_Brief_. Report every line in the records below that holds the word "Ziqiang".
(Records Opens)
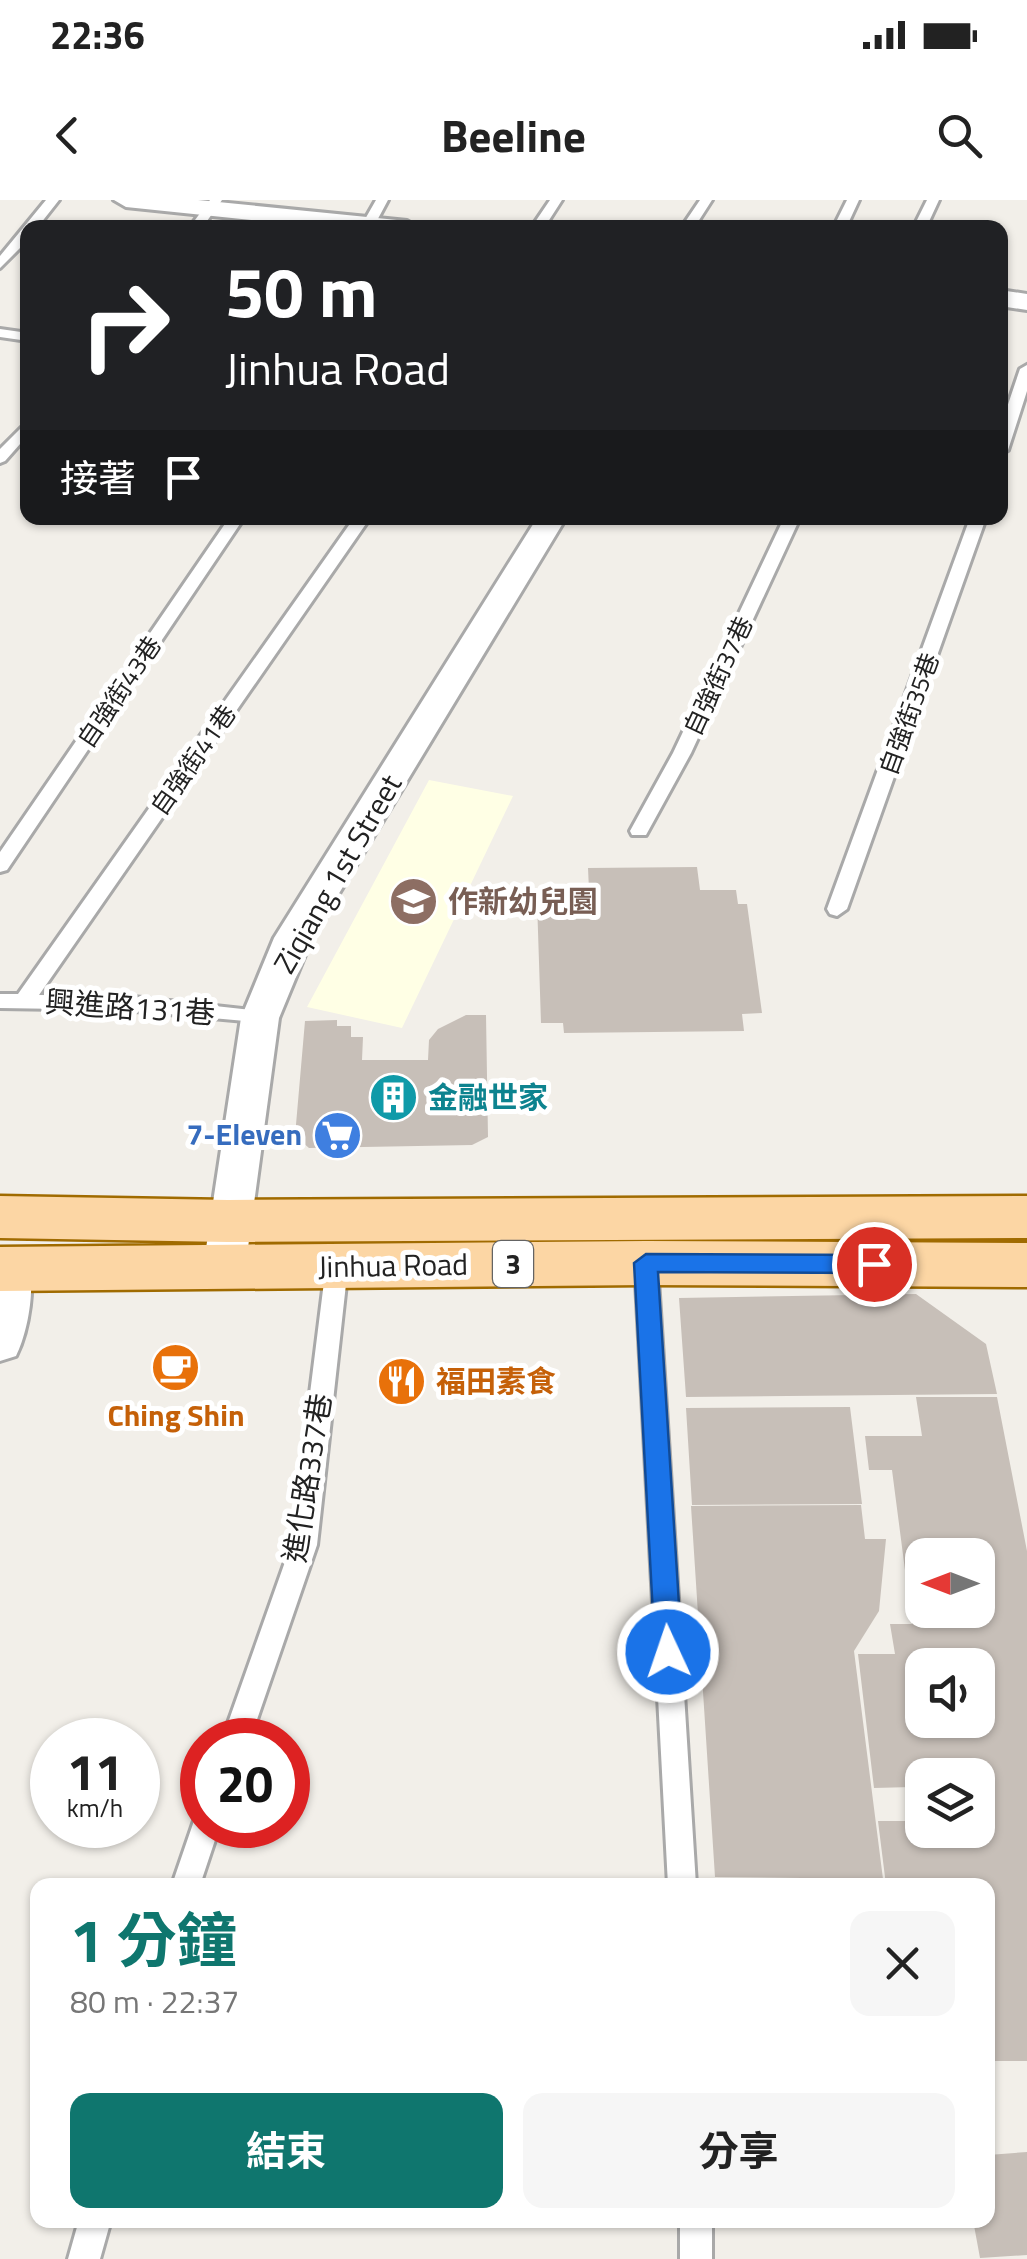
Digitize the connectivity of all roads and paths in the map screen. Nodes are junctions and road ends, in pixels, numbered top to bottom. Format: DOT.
graph roads {
  1 [pos="53,200"];
  2 [pos="126,200"];
  3 [pos="207,212"];
  4 [pos="36,220"];
  5 [pos="298,220"];
  6 [pos="20,240"];
  7 [pos="0,264"];
  8 [pos="1027,369"];
  9 [pos="1008,426"];
  10 [pos="20,435"];
  11 [pos="0,458"];
  12 [pos="231,525"];
  13 [pos="357,525"];
  14 [pos="547,525"];
  15 [pos="789,525"];
  16 [pos="975,525"];
  17 [pos="639,831"];
  18 [pos="0,866"];
  19 [pos="837,909"];
  20 [pos="0,1001"];
  21 [pos="23,1002"];
  22 [pos="260,1018"];
  23 [pos="1027,1217"];
  24 [pos="227,1243"];
  25 [pos="4,1252"];
  26 [pos="646,1263"];
  27 [pos="1027,1265"];
  28 [pos="336,1266"];
  29 [pos="0,1343"];
  30 [pos="244,1718"];
  31 [pos="198,1848"];
  32 [pos="188,1878"];
  33 [pos="682,1878"];
  34 [pos="93,2228"];
  35 [pos="696,2228"];
  36 [pos="84,2259"];
  37 [pos="696,2259"];
  1 -- 4 [label="lane"];
  2 -- 3 [label="street"];
  3 -- 5 [label="street"];
  6 -- 7 [label="lane"];
  8 -- 9 [label="lane"];
  10 -- 11 [label="lane"];
  12 -- 18 [label="lane, 自強街43巷"];
  13 -- 21 [label="lane, 自強街41巷"];
  14 -- 22 [label="street, Ziqiang 1st Street"];
  15 -- 17 [label="lane, 自強街37巷"];
  16 -- 19 [label="lane, 自強街35巷"];
  20 -- 21 [label="lane, 興進路131巷"];
  21 -- 22 [label="lane, 興進路131巷"];
  22 -- 24 [label="street, Ziqiang 1st Street"];
  23 -- 24 [label="main road, Jinhua Road / 3"];
  24 -- 25 [label="main road, Jinhua Road / 3"];
  24 -- 28 [label="main road, Jinhua Road / 3"];
  25 -- 29 [label="street"];
  26 -- 27 [label="main road, Jinhua Road / 3"];
  26 -- 28 [label="main road, Jinhua Road / 3"];
  26 -- 33 [label="lane"];
  28 -- 30 [label="lane, 進化路337巷"];
  31 -- 32 [label="lane"];
  34 -- 36 [label="lane"];
  35 -- 37 [label="lane"];
}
(Records Closes)
_Answer to the problem_.
  14 -- 22 [label="street, Ziqiang 1st Street"];
  22 -- 24 [label="street, Ziqiang 1st Street"];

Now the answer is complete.